The fragility of whiteness
- Monique Prado

- 13 de jun. de 2021
- 2 min de leitura
The author explains that “white frailty is a stage which even a minimal amount of racial stress becomes intolerable, triggering a series of d efensive movements on the part of the white subject. These moves include the outward display of emotions such as anger, fear, and guilt, and behaviors such as arguing, silent, and letting go of the stress-inducing situation. These behaviors, in turn, work to re-establish the racial balance of whites”.
In an interview with The Guardian, the academic vents that “the problem with whites is that they just don't listen. In my experience, day in and day out, most white people are not receptive to discovering the impact of their actions on other people. There is a refusal to know or see, or hear or hear, or validate”.
The issue is seen as thorny because it faces fundamental nuances of racism: privileges and social status of this group constituted as hegemonic. The author draws attention to the “protective cushion of resources and benefits” in the dynamics of racial relations as it stands.
She explains that, when confronted, whites become defensive because they do not want to go deep into the discussions that involve social inequality and the injustices produced by racism in relation to their responsibilities. She teases “What are white people afraid of missing when they hear?”
As whiteness is rarely challenged to think its color in the social fabric, when placed in check as a racial player, the reaction behaviors are the inability to tolerate the subject, as well as racial stress.

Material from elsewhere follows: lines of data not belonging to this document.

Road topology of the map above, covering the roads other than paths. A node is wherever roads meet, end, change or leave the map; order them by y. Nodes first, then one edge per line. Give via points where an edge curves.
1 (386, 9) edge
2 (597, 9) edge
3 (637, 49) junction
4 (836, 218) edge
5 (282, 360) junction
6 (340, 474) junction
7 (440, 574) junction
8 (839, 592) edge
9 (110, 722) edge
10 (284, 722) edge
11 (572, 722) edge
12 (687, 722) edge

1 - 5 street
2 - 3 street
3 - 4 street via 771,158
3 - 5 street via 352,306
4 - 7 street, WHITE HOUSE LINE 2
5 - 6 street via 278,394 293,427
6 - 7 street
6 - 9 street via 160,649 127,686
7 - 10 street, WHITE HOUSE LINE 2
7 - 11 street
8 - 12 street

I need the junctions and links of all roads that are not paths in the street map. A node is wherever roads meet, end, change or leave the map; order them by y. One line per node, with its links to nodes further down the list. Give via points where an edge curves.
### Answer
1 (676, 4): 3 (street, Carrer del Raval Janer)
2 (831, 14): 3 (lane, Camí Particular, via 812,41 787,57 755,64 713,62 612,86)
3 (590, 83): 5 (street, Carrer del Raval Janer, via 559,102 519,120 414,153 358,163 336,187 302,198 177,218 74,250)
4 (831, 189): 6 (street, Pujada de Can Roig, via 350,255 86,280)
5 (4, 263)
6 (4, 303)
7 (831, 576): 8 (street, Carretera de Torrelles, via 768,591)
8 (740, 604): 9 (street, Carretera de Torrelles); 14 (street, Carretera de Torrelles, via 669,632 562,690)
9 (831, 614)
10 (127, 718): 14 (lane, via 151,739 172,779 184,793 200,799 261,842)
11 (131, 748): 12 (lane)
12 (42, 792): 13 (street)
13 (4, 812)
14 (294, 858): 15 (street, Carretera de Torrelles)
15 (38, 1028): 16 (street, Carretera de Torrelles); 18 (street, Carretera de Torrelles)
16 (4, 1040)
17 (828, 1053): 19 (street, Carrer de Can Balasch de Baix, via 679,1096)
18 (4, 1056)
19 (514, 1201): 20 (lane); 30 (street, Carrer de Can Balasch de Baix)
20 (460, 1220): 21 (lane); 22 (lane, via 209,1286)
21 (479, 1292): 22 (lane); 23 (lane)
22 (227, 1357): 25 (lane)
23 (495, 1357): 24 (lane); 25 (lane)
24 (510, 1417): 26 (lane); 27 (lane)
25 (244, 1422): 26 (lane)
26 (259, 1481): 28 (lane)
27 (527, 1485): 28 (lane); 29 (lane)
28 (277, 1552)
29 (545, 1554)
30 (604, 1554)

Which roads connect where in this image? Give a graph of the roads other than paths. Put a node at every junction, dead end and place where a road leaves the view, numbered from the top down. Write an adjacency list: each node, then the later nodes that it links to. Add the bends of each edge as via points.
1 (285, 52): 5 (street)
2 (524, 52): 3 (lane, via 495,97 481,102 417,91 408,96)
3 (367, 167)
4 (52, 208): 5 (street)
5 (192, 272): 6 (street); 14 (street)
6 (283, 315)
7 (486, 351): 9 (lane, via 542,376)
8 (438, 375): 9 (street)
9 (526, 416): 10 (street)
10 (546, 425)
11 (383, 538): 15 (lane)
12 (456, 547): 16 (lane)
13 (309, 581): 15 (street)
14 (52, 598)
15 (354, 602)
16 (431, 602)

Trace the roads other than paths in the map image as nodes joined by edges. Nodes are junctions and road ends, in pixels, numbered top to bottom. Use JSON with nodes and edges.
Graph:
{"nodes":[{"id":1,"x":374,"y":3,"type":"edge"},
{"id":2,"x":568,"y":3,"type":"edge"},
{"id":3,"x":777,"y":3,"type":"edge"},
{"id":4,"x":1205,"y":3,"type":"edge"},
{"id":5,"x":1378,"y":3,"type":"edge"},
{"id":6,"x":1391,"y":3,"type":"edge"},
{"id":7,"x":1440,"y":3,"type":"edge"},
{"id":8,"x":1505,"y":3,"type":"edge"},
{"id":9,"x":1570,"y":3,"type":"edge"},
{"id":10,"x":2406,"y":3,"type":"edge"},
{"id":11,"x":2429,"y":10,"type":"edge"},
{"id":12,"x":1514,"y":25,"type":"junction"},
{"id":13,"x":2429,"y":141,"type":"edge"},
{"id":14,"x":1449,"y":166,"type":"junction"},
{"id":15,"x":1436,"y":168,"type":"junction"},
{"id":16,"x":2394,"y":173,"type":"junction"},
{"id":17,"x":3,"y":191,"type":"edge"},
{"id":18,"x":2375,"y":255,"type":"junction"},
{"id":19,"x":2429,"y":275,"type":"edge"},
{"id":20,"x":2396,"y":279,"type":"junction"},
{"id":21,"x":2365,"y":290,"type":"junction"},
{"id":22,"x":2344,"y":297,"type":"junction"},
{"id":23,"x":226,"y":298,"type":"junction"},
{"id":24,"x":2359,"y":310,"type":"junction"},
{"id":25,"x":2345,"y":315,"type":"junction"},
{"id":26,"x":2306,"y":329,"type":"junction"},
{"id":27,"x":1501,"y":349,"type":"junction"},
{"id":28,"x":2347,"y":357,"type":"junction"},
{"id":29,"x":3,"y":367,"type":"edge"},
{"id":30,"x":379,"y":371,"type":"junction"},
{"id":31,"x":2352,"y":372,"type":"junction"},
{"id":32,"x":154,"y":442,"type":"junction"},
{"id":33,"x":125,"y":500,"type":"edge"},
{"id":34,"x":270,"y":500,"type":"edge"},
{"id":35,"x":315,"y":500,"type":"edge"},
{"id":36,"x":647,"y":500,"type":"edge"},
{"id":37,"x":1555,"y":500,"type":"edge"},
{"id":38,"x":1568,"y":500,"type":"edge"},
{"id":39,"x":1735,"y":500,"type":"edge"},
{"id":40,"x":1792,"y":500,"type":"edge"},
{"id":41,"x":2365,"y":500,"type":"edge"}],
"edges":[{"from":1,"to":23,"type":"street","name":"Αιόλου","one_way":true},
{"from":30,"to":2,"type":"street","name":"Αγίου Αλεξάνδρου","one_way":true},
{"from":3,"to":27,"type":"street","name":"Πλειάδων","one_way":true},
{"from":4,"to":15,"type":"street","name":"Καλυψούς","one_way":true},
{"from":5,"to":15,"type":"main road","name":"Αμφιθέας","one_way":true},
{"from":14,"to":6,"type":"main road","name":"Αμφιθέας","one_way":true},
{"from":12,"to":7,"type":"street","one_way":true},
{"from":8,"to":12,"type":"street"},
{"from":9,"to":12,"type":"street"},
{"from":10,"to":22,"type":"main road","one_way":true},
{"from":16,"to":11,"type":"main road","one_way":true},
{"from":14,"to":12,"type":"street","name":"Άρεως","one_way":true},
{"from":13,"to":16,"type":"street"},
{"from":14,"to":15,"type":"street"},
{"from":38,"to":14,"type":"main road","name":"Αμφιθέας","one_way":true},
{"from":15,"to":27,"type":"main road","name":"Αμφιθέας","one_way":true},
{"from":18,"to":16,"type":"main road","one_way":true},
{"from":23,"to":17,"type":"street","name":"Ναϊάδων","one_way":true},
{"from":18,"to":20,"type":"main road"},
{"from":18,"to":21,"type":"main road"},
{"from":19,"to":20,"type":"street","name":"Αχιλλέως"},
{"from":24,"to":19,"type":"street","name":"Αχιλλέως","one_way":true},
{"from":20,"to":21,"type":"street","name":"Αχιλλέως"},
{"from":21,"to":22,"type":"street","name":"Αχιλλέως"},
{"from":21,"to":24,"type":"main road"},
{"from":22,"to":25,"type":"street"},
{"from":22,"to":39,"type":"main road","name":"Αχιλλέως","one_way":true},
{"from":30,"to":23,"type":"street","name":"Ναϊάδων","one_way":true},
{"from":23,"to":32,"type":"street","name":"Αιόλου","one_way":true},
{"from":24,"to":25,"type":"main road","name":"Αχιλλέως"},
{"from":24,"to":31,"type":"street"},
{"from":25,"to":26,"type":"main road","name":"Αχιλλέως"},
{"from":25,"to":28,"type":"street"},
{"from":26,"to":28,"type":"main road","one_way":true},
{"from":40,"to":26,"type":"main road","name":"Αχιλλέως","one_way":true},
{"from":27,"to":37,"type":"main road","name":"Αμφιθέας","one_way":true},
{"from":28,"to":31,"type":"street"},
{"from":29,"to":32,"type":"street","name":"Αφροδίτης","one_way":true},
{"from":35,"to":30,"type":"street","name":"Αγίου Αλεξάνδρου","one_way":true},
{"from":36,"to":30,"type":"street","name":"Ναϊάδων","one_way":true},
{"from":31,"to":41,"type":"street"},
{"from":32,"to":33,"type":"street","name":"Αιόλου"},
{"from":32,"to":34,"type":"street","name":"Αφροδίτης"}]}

DiAngelo, says whiteness is considered the rule of humanity, culture becomes something discussed only in reference to people of color. So, for this to stop, whites need to deal with what it means to be a member of that social group.
For the author, "this racially encoded language reproduces racist images and perspectives, while at the same time reproducing the comfortable illusion that race and its problems are what 'they' have, not us."
In the same sense, DiAngelo elucidates that these privileges are solidified in history, tradition and normativity, with the formatting of the individual and collective consciousness of white as an elevated being, with the fragility of whiteness being conceptualized as a product of habit, that is, a response or “condition” produced and reproduced by the continuous social and material advantages of the white structural position.
Among other factors, the scholar insists that recognizing that accesses are unequal in relation to racial groups; observe the spaces and how social segregation takes place; thinking critically about the complexity of racism through contact with other narratives are important steps to face this veil of white fragility.
In her words: “racism is a white problem. It was built and created by white people and the ultimate responsibility must rest with white people. For a long time, we looked at it as if it were someone else's problem, as if it had been created in a vacuum. I want to stand up against this narrative.”
Therefore, since it is white people who hold institutional power in light of the economic, political, legal and social machinery, it is essential to understand the race not only of those who are affected by racism, but who produces it, as it supports the racism of collective form who does not work to end it.